## Stored items
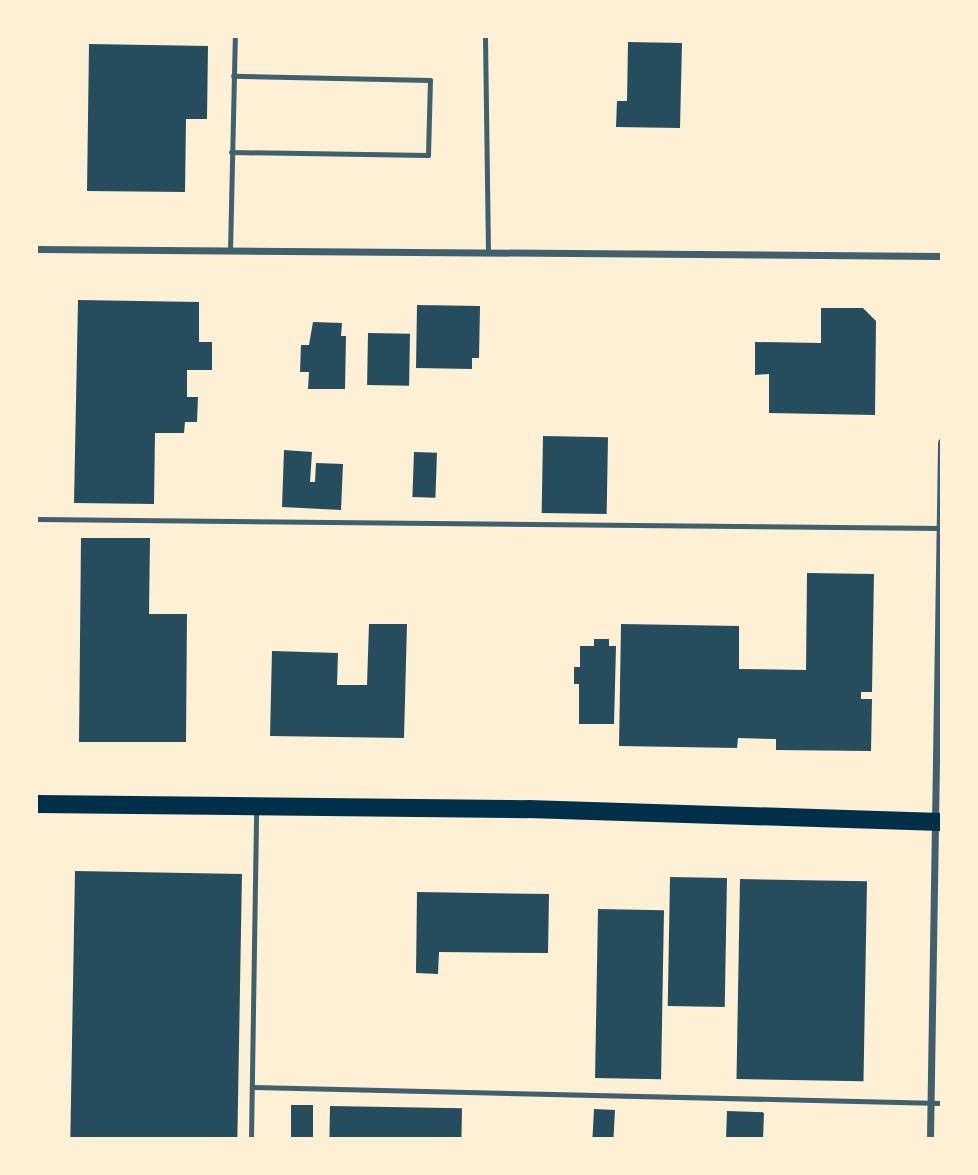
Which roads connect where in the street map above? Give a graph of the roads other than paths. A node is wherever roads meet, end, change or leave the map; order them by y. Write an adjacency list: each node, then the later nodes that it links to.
1 (234, 37): 3 (lane)
2 (485, 37): 7 (lane)
3 (233, 76): 4 (lane); 4 (lane)
4 (231, 152): 6 (lane)
5 (37, 248): 6 (street)
6 (230, 251): 7 (street)
7 (488, 253): 8 (street)
8 (941, 256)
9 (941, 442): 11 (street)
10 (37, 519): 11 (lane)
11 (940, 528): 14 (street)
12 (37, 804): 13 (main road)
13 (256, 805): 14 (main road); 15 (lane)
14 (938, 822): 16 (street)
15 (252, 1087): 16 (lane); 18 (lane)
16 (931, 1102): 17 (lane); 19 (street)
17 (941, 1103)
18 (251, 1138)
19 (930, 1138)

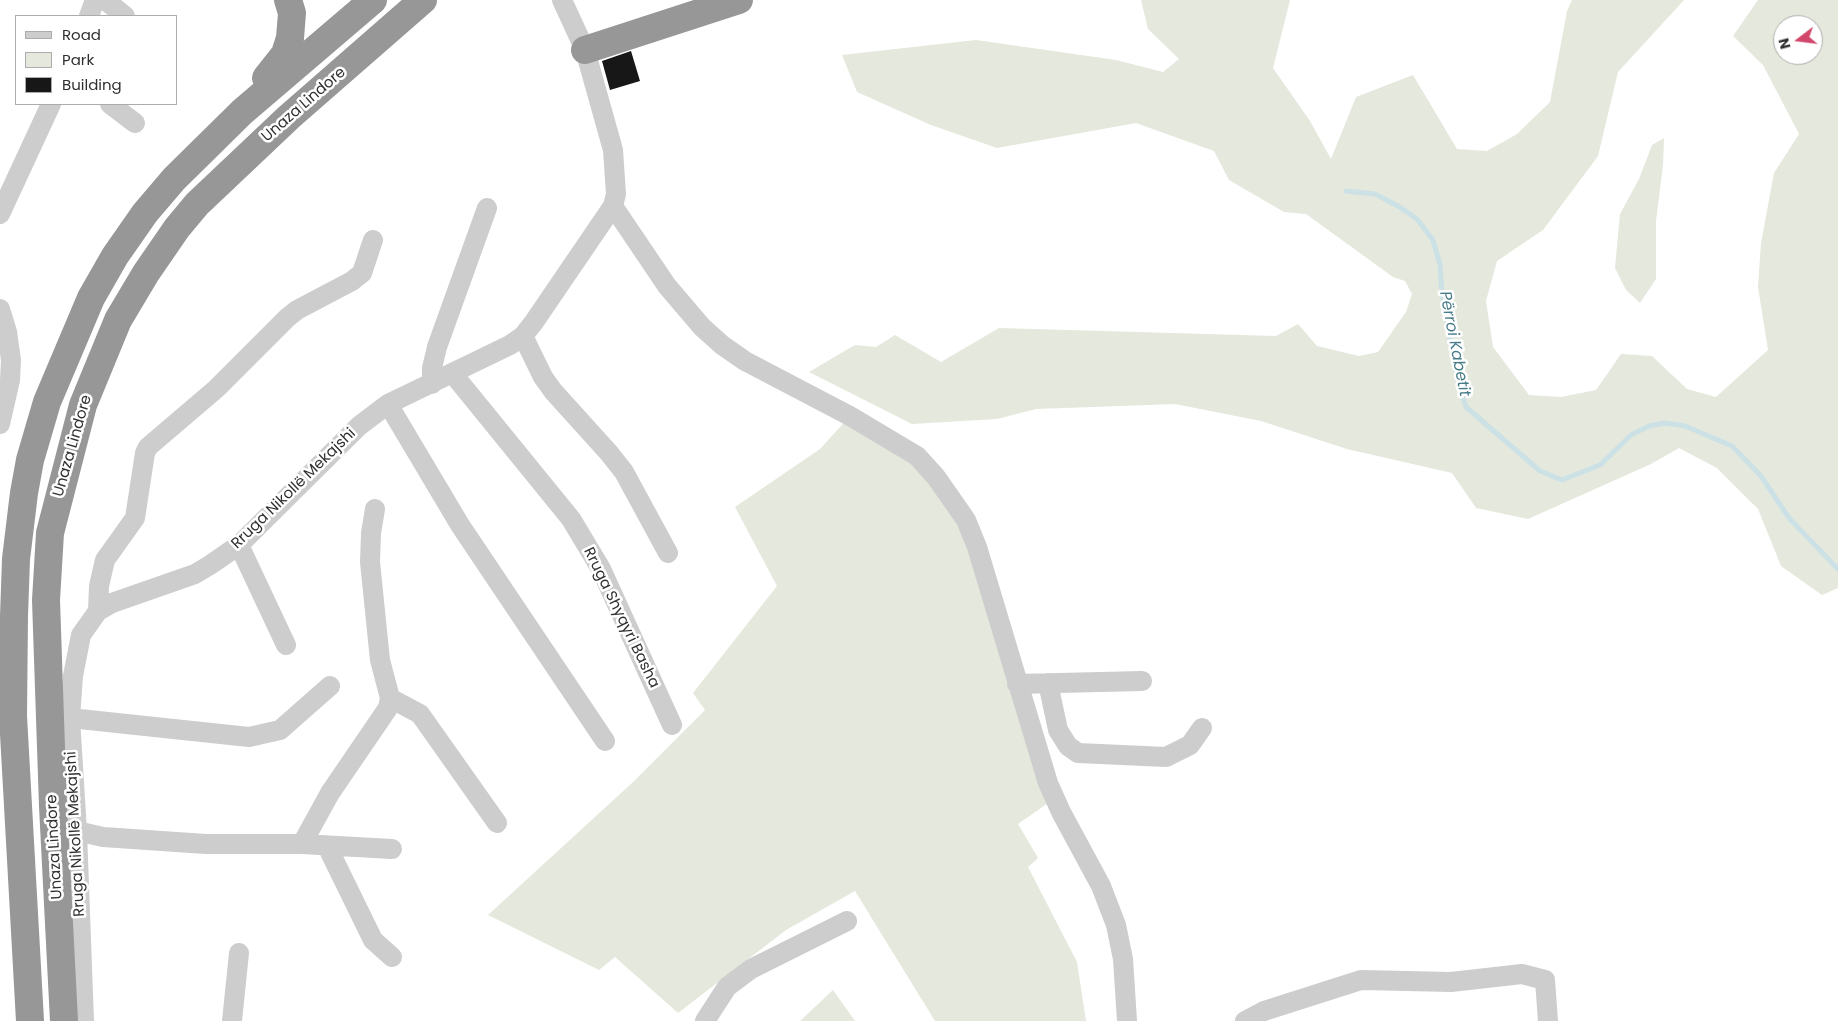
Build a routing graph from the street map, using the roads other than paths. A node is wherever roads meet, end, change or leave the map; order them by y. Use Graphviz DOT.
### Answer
graph roads {
  1 [pos="95,0"];
  2 [pos="105,0"];
  3 [pos="288,0"];
  4 [pos="373,0"];
  5 [pos="423,0"];
  6 [pos="562,0"];
  7 [pos="739,0"];
  8 [pos="88,15"];
  9 [pos="125,15"];
  10 [pos="585,50"];
  11 [pos="51,105"];
  12 [pos="111,105"];
  13 [pos="135,123"];
  14 [pos="613,206"];
  15 [pos="487,208"];
  16 [pos="0,214"];
  17 [pos="373,240"];
  18 [pos="0,309"];
  19 [pos="523,336"];
  20 [pos="452,374"];
  21 [pos="432,384"];
  22 [pos="388,404"];
  23 [pos="0,424"];
  24 [pos="30,460"];
  25 [pos="375,509"];
  26 [pos="239,545"];
  27 [pos="668,553"];
  28 [pos="98,612"];
  29 [pos="286,645"];
  30 [pos="1142,681"];
  31 [pos="1048,683"];
  32 [pos="1017,684"];
  33 [pos="330,686"];
  34 [pos="390,698"];
  35 [pos="70,718"];
  36 [pos="672,725"];
  37 [pos="1202,728"];
  38 [pos="605,741"];
  39 [pos="497,824"];
  40 [pos="77,831"];
  41 [pos="302,844"];
  42 [pos="327,846"];
  43 [pos="392,849"];
  44 [pos="847,922"];
  45 [pos="238,954"];
  46 [pos="392,957"];
  47 [pos="30,1021"];
  48 [pos="64,1021"];
  49 [pos="84,1021"];
  50 [pos="232,1021"];
  51 [pos="704,1021"];
  52 [pos="1127,1021"];
  53 [pos="1245,1021"];
  54 [pos="1548,1021"];
  1 -- 8 [label="street"];
  2 -- 9 [label="street"];
  3 -- 24 [label="highway"];
  4 -- 24 [label="highway"];
  5 -- 48 [label="highway, Unaza Lindore"];
  6 -- 10 [label="street, Rruga Nikollë Mekajshi"];
  7 -- 10 [label="highway"];
  10 -- 14 [label="street, Rruga Nikollë Mekajshi"];
  11 -- 16 [label="street"];
  12 -- 13 [label="street"];
  14 -- 19 [label="street, Rruga Nikollë Mekajshi"];
  14 -- 32 [label="street"];
  15 -- 21 [label="street"];
  17 -- 28 [label="street"];
  18 -- 23 [label="street"];
  19 -- 20 [label="street, Rruga Nikollë Mekajshi"];
  19 -- 27 [label="street"];
  20 -- 21 [label="street, Rruga Nikollë Mekajshi"];
  20 -- 36 [label="street, Rruga Shyqyri Basha"];
  21 -- 22 [label="street, Rruga Nikollë Mekajshi"];
  22 -- 26 [label="street, Rruga Nikollë Mekajshi"];
  22 -- 38 [label="street"];
  24 -- 47 [label="highway"];
  25 -- 34 [label="street"];
  26 -- 28 [label="street, Rruga Nikollë Mekajshi"];
  26 -- 29 [label="street"];
  28 -- 35 [label="street, Rruga Nikollë Mekajshi"];
  30 -- 31 [label="street"];
  31 -- 32 [label="street"];
  31 -- 37 [label="street"];
  32 -- 52 [label="street"];
  33 -- 35 [label="street"];
  34 -- 39 [label="street"];
  34 -- 41 [label="street"];
  35 -- 40 [label="street, Rruga Nikollë Mekajshi"];
  40 -- 41 [label="street"];
  40 -- 49 [label="street, Rruga Nikollë Mekajshi"];
  41 -- 42 [label="street"];
  42 -- 43 [label="street"];
  42 -- 46 [label="street"];
  44 -- 51 [label="street"];
  45 -- 50 [label="street"];
  53 -- 54 [label="street"];
}
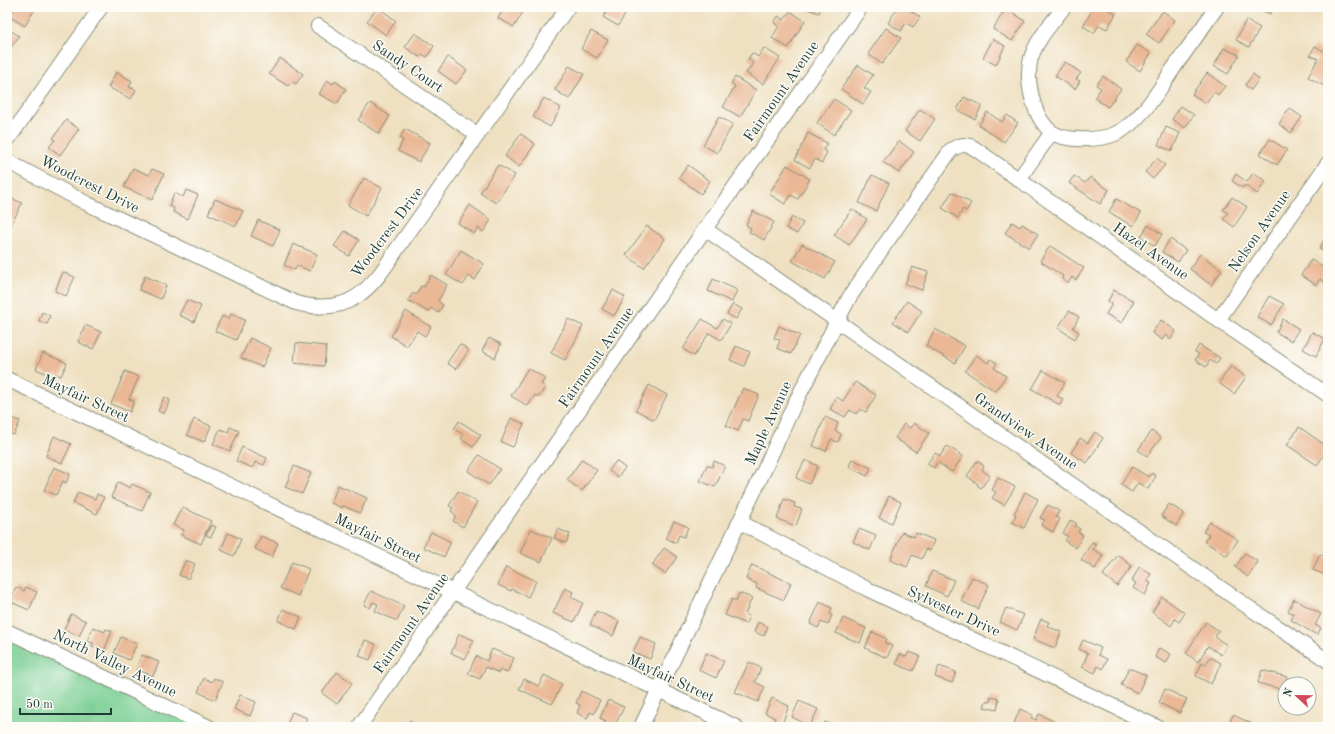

## Task item
Go through the data above and copy each line in which "Nikollë" appears.

## Answer to this task
  6 -- 10 [label="street, Rruga Nikollë Mekajshi"];
  10 -- 14 [label="street, Rruga Nikollë Mekajshi"];
  14 -- 19 [label="street, Rruga Nikollë Mekajshi"];
  19 -- 20 [label="street, Rruga Nikollë Mekajshi"];
  20 -- 21 [label="street, Rruga Nikollë Mekajshi"];
  21 -- 22 [label="street, Rruga Nikollë Mekajshi"];
  22 -- 26 [label="street, Rruga Nikollë Mekajshi"];
  26 -- 28 [label="street, Rruga Nikollë Mekajshi"];
  28 -- 35 [label="street, Rruga Nikollë Mekajshi"];
  35 -- 40 [label="street, Rruga Nikollë Mekajshi"];
  40 -- 49 [label="street, Rruga Nikollë Mekajshi"];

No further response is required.